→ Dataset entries
-------------------------

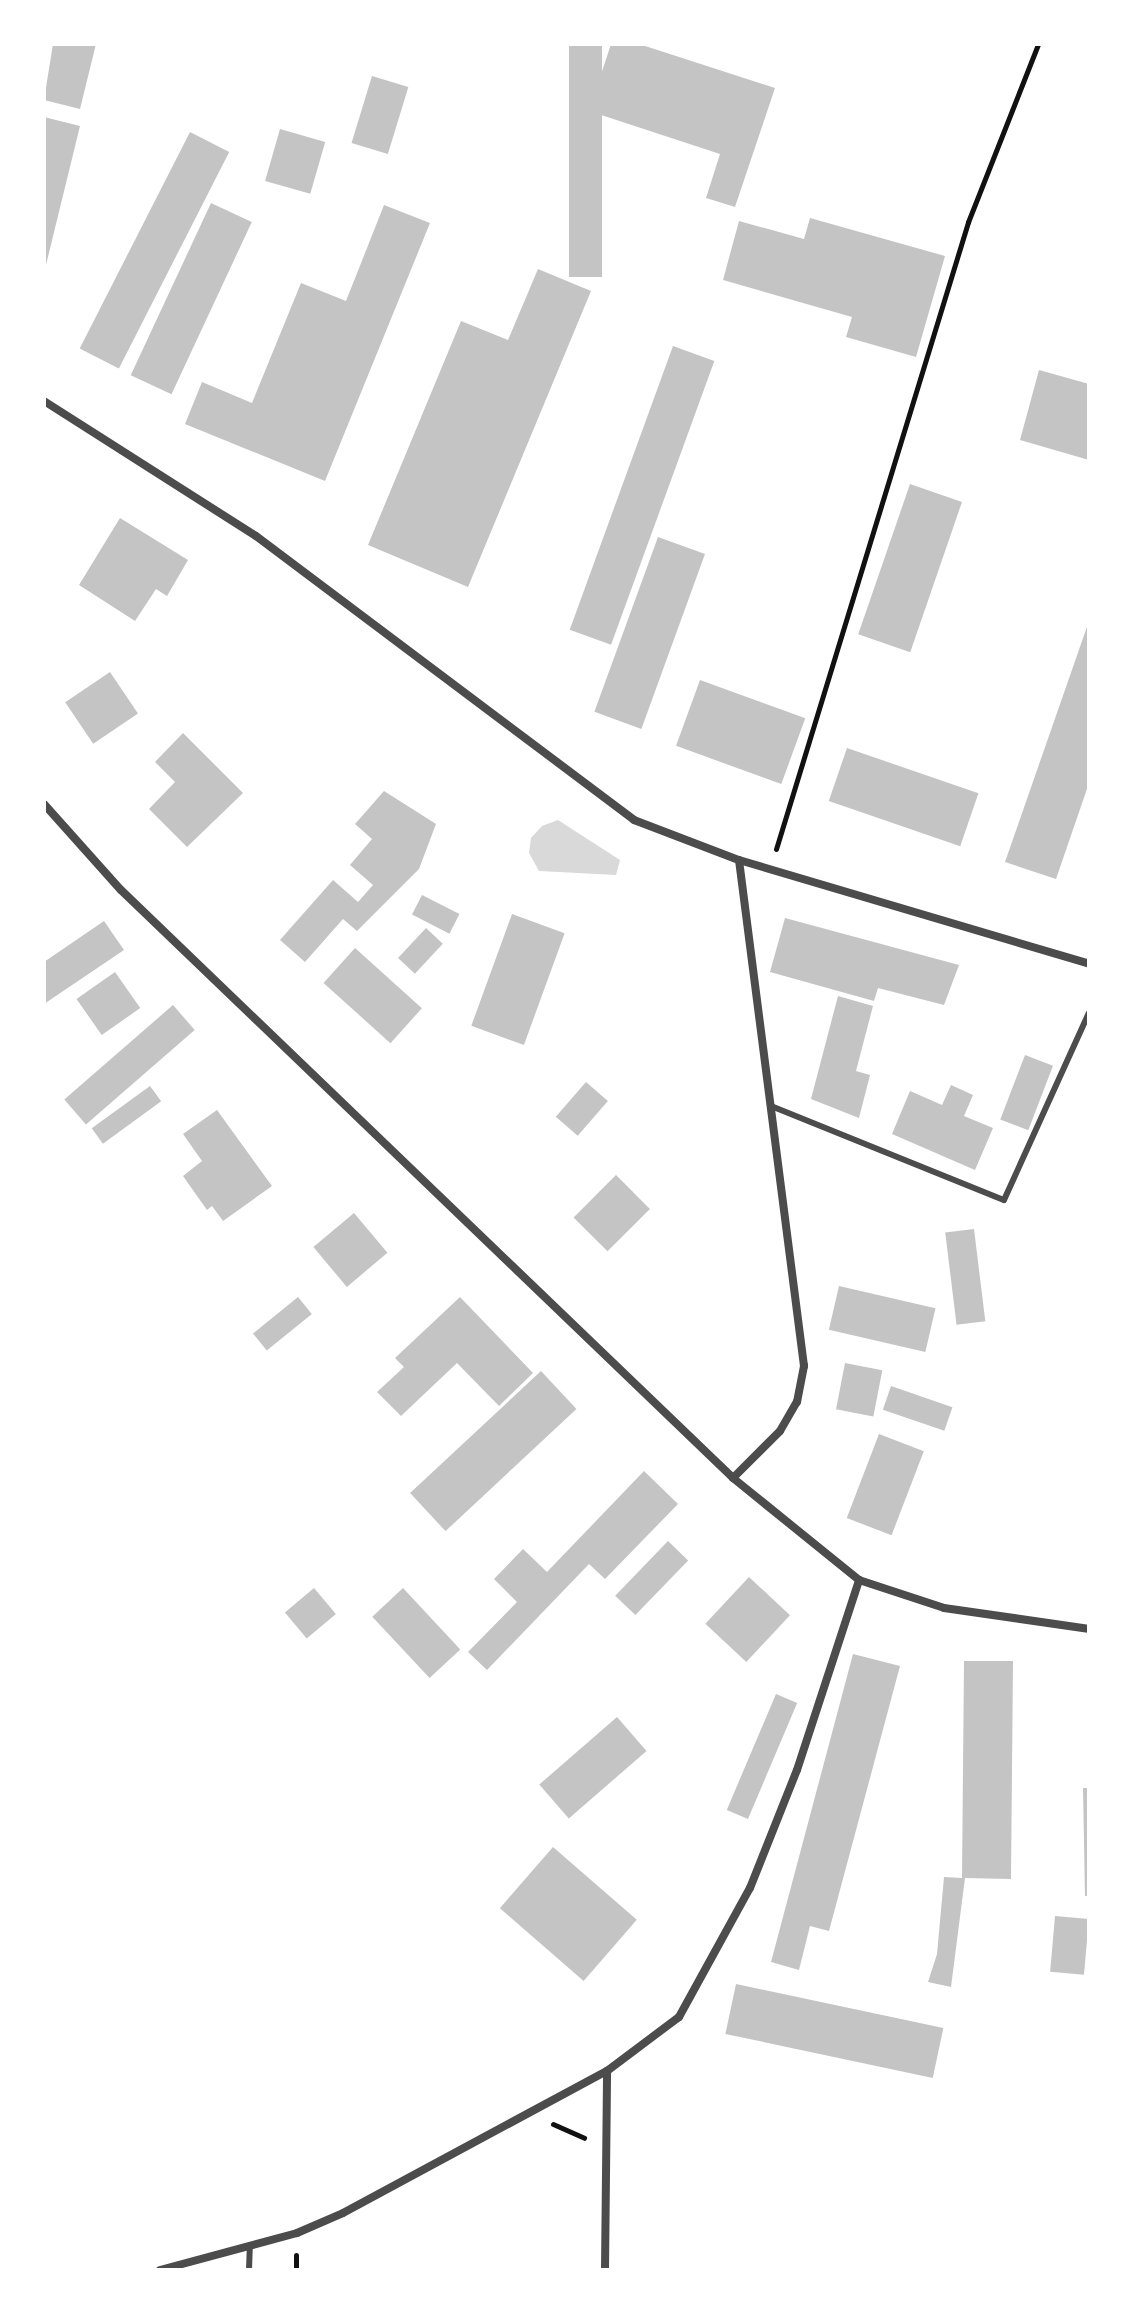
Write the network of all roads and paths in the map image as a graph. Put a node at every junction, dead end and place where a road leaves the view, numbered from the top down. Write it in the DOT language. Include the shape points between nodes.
graph roads {
  1 [pos="1038,44"];
  2 [pos="44,401"];
  3 [pos="44,804"];
  4 [pos="739,860"];
  5 [pos="770,869"];
  6 [pos="1089,964"];
  7 [pos="1089,1013"];
  8 [pos="771,1106"];
  9 [pos="733,1478"];
  10 [pos="859,1580"];
  11 [pos="1089,1629"];
  12 [pos="607,2071"];
  13 [pos="549,2122"];
  14 [pos="585,2153"];
  15 [pos="310,2246"];
  16 [pos="250,2247"];
  17 [pos="281,2256"];
  18 [pos="160,2270"];
  19 [pos="249,2270"];
  20 [pos="605,2270"];
  1 -- 5 [label="path" via="968,222"];
  2 -- 4 [label="street" via="256,536 634,820"];
  3 -- 9 [label="street" via="121,890"];
  4 -- 5 [label="street"];
  4 -- 8 [label="street"];
  5 -- 6 [label="street"];
  7 -- 8 [label="lane" via="1004,1200"];
  8 -- 9 [label="street" via="804,1366 797,1402 780,1431"];
  9 -- 10 [label="street"];
  10 -- 11 [label="street" via="944,1608"];
  10 -- 12 [label="street" via="797,1770 720,1949 679,2017"];
  12 -- 16 [label="street" via="343,2213"];
  12 -- 20 [label="street"];
  13 -- 14 [label="path" via="585,2139"];
  15 -- 17 [label="path"];
  16 -- 18 [label="street"];
  16 -- 19 [label="lane"];
}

-------------------------

What the records say must be written out exactly, with none of their pictures.

→ Output below
Write the network of all roads and paths in the map image as a graph. Put a node at every junction, dead end and place where a road leaves the view, numbered from the top down. Write it in the DOT language. Include the shape points between nodes.
graph roads {
  1 [pos="1038,44"];
  2 [pos="44,401"];
  3 [pos="44,804"];
  4 [pos="739,860"];
  5 [pos="770,869"];
  6 [pos="1089,964"];
  7 [pos="1089,1013"];
  8 [pos="771,1106"];
  9 [pos="733,1478"];
  10 [pos="859,1580"];
  11 [pos="1089,1629"];
  12 [pos="607,2071"];
  13 [pos="549,2122"];
  14 [pos="585,2153"];
  15 [pos="310,2246"];
  16 [pos="250,2247"];
  17 [pos="281,2256"];
  18 [pos="160,2270"];
  19 [pos="249,2270"];
  20 [pos="605,2270"];
  1 -- 5 [label="path" via="968,222"];
  2 -- 4 [label="street" via="256,536 634,820"];
  3 -- 9 [label="street" via="121,890"];
  4 -- 5 [label="street"];
  4 -- 8 [label="street"];
  5 -- 6 [label="street"];
  7 -- 8 [label="lane" via="1004,1200"];
  8 -- 9 [label="street" via="804,1366 797,1402 780,1431"];
  9 -- 10 [label="street"];
  10 -- 11 [label="street" via="944,1608"];
  10 -- 12 [label="street" via="797,1770 720,1949 679,2017"];
  12 -- 16 [label="street" via="343,2213"];
  12 -- 20 [label="street"];
  13 -- 14 [label="path" via="585,2139"];
  15 -- 17 [label="path"];
  16 -- 18 [label="street"];
  16 -- 19 [label="lane"];
}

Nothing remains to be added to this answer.